FT-IR Spectroscopy. The IR spectra were recorded in the
solid state as KBr powder dispersions using a Spectrum-One
FT-IR spectrometer (PerkinElmer, Boston, MA, USA).
Synthesis of Impurities. Synthesis of Impurity I. Impurity
I is the intermediate of Dronedarone, and it was prepared as per
the synthesis shown in Scheme 1. The presence of this impurity
was confirmed by coinjection with Dronedarone in the HPLC.
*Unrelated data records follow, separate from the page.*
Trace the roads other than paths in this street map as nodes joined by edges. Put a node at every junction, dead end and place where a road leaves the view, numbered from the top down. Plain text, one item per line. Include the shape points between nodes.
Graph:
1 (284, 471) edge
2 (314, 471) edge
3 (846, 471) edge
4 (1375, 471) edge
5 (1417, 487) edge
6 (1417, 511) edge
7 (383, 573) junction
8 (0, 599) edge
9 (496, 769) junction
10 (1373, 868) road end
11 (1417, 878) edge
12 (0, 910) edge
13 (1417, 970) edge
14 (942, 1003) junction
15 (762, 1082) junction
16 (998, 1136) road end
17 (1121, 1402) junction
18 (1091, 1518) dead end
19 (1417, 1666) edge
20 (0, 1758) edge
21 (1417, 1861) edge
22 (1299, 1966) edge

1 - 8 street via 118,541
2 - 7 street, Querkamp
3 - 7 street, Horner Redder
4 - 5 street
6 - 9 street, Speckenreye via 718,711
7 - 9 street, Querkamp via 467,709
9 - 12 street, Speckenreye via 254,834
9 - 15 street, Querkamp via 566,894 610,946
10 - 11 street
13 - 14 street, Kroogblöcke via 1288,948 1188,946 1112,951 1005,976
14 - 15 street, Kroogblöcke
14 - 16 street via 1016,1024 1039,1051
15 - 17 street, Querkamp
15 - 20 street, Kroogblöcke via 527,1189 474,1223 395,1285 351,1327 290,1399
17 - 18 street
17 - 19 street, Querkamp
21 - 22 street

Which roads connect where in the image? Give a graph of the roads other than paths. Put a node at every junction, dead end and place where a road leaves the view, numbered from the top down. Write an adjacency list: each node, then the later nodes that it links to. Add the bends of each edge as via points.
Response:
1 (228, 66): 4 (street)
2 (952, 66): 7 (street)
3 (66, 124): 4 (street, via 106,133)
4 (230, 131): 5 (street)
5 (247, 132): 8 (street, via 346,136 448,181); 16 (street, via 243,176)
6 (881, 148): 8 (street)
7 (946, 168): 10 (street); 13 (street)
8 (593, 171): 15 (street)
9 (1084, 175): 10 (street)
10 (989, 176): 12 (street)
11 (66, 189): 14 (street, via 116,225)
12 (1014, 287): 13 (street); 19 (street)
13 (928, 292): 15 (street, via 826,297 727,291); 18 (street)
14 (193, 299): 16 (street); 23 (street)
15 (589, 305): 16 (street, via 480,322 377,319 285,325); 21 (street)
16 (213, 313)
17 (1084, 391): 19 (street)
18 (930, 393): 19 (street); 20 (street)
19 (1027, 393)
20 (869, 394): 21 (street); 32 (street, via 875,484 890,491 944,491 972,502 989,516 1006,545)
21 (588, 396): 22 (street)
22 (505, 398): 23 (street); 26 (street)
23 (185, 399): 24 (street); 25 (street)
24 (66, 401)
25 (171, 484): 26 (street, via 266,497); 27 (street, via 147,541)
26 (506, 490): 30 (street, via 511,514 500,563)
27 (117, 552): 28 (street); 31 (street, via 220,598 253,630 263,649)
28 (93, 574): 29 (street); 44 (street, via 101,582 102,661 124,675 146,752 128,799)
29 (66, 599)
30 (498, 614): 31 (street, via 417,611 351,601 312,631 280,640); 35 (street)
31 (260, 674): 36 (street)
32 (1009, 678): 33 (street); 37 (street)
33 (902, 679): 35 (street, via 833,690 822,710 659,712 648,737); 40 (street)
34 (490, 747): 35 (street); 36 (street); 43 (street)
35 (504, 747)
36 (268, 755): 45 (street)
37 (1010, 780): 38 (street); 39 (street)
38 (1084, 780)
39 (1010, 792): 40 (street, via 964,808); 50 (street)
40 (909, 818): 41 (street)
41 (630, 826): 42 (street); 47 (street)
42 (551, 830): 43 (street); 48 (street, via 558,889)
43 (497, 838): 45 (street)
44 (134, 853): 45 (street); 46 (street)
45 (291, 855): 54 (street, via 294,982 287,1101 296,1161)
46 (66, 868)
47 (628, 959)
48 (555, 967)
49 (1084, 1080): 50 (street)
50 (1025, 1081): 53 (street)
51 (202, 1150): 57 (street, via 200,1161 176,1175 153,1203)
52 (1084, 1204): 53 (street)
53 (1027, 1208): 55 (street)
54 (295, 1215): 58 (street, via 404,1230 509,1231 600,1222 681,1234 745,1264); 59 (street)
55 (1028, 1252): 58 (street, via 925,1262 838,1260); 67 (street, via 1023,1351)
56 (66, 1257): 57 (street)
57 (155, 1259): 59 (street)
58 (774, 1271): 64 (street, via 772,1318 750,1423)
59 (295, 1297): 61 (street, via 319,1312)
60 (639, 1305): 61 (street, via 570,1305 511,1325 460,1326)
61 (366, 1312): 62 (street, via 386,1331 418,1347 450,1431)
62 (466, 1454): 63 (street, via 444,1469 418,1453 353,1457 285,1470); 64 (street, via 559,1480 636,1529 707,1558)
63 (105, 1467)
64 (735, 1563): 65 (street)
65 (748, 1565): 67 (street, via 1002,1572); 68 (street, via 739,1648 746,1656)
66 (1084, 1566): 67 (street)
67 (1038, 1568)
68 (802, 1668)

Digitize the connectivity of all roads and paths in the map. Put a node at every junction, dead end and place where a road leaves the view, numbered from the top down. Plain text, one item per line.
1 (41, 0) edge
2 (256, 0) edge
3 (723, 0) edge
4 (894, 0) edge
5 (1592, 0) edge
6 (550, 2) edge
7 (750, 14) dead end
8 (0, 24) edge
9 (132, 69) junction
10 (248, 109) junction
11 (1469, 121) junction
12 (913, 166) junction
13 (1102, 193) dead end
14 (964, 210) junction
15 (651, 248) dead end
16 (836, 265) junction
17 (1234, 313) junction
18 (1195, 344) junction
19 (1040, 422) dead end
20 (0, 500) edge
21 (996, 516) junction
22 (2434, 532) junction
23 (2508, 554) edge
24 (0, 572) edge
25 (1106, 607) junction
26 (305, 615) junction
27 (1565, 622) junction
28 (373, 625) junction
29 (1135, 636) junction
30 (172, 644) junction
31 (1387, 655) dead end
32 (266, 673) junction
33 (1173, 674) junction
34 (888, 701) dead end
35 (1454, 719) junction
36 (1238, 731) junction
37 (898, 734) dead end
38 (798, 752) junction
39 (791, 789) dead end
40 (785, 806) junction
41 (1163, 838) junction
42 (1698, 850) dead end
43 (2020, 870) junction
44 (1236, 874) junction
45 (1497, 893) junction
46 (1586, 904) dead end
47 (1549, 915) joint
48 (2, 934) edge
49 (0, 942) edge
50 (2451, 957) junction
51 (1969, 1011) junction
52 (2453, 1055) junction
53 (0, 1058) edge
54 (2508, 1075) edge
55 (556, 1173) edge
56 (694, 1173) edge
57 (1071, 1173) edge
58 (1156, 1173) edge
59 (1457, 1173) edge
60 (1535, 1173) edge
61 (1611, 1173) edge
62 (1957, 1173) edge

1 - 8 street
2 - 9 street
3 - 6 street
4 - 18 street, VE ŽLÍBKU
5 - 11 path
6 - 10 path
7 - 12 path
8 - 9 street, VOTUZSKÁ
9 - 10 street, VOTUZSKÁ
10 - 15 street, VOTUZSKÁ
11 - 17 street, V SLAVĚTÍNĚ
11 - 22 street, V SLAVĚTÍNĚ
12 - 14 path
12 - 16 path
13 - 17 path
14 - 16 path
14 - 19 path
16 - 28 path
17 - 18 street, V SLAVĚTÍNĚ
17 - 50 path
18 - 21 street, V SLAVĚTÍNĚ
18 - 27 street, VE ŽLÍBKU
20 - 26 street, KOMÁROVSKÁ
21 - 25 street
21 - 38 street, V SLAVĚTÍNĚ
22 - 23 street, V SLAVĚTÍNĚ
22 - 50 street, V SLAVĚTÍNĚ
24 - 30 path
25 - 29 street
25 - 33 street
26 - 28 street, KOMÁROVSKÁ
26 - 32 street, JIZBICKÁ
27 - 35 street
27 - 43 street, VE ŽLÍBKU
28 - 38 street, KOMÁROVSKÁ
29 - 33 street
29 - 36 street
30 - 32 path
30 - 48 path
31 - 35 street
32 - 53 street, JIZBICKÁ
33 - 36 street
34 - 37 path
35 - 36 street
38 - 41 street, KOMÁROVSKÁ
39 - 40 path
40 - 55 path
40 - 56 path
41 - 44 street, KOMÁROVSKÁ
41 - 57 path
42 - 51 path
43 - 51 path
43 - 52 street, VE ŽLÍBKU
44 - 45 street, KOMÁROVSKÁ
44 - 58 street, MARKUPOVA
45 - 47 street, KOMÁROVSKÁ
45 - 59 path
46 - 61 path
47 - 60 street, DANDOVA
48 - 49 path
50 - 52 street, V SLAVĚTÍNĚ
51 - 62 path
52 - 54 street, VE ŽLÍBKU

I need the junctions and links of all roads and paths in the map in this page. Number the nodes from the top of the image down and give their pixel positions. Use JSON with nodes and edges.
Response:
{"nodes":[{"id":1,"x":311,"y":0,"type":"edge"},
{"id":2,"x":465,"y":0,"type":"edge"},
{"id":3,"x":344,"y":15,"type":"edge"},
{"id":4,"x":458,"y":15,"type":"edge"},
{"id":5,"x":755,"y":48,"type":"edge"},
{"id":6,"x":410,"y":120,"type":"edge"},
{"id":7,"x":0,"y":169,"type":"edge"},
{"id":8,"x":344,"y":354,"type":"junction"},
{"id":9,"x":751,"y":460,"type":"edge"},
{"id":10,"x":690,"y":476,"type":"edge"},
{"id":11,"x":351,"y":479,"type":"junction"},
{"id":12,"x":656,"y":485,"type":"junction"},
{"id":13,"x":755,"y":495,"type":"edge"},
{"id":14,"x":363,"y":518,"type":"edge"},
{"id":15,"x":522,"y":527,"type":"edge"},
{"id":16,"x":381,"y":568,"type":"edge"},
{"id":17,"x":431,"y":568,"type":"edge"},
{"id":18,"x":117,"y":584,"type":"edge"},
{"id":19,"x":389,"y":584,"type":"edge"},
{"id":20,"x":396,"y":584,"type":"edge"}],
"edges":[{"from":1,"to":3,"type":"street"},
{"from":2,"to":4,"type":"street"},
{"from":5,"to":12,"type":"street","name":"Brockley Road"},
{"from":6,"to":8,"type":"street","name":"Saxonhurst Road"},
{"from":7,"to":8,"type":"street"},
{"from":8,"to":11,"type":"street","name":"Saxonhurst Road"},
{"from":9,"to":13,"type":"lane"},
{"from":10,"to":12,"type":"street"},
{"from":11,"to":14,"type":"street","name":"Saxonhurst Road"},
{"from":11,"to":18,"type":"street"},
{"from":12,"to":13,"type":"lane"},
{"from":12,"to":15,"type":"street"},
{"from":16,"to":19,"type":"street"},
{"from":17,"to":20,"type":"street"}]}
Synthesis of Impurity II. To a stirred solution of impurity I
(6.0 g, 0.012 mol) and chloroform (60 mL) was added
triethylamine (10.2 mL, 0.10 mol), and the resulting reaction
mixture was heated to 55 °C. Methanesulfonyl chloride (1.8
mL, 0.03 mol) was added at 55 °C, and the reaction mixture
was stirred for 1.5 h. The reaction mixture was allowed to cool
to 25−35 °C, followed by quenching with saturated aqueous
sodium bicarbonate solution (48 mL). The layers were
separated, followed by concentrating the organic layer to
dryness in vacuo. The residual product thus obtained was
purified through column chromatography using ethyl acetate
and hexanes (1:4, v/v) as eluent to afford impurity II with
98.7% purity and 80% yield.
Synthesis of Impurity III. To a stirred solution of impurity I
(10.0 g, 0.015 mol) and dichloromethane (70 mL) was added
sodium bicarbonate (2.55 mL, 0.03 mol), and the resulting
reaction mixture was heated to 37 °C. Chloromethanesulfonyl
chloride (1.6 mL, 0.03 mol) was added at 37 °C and stirred for
4 h. The reaction mixture was allowed to cool to 25−35 °C and
then quenched with saturated aqueous sodium bicarbonate
solution (60 mL). The layers were separated, and the organic
layer thus obtained was concentrated to dryness in vacuo. To
the resulting residual product was added hexane (100 mL), and
the resulting mixture was stirred at 25 °C for 8−10 h. The
separated product was filtered and dried under vacuum at 35
°C to afford impurity III with 96.0% purity and 82.6% yield.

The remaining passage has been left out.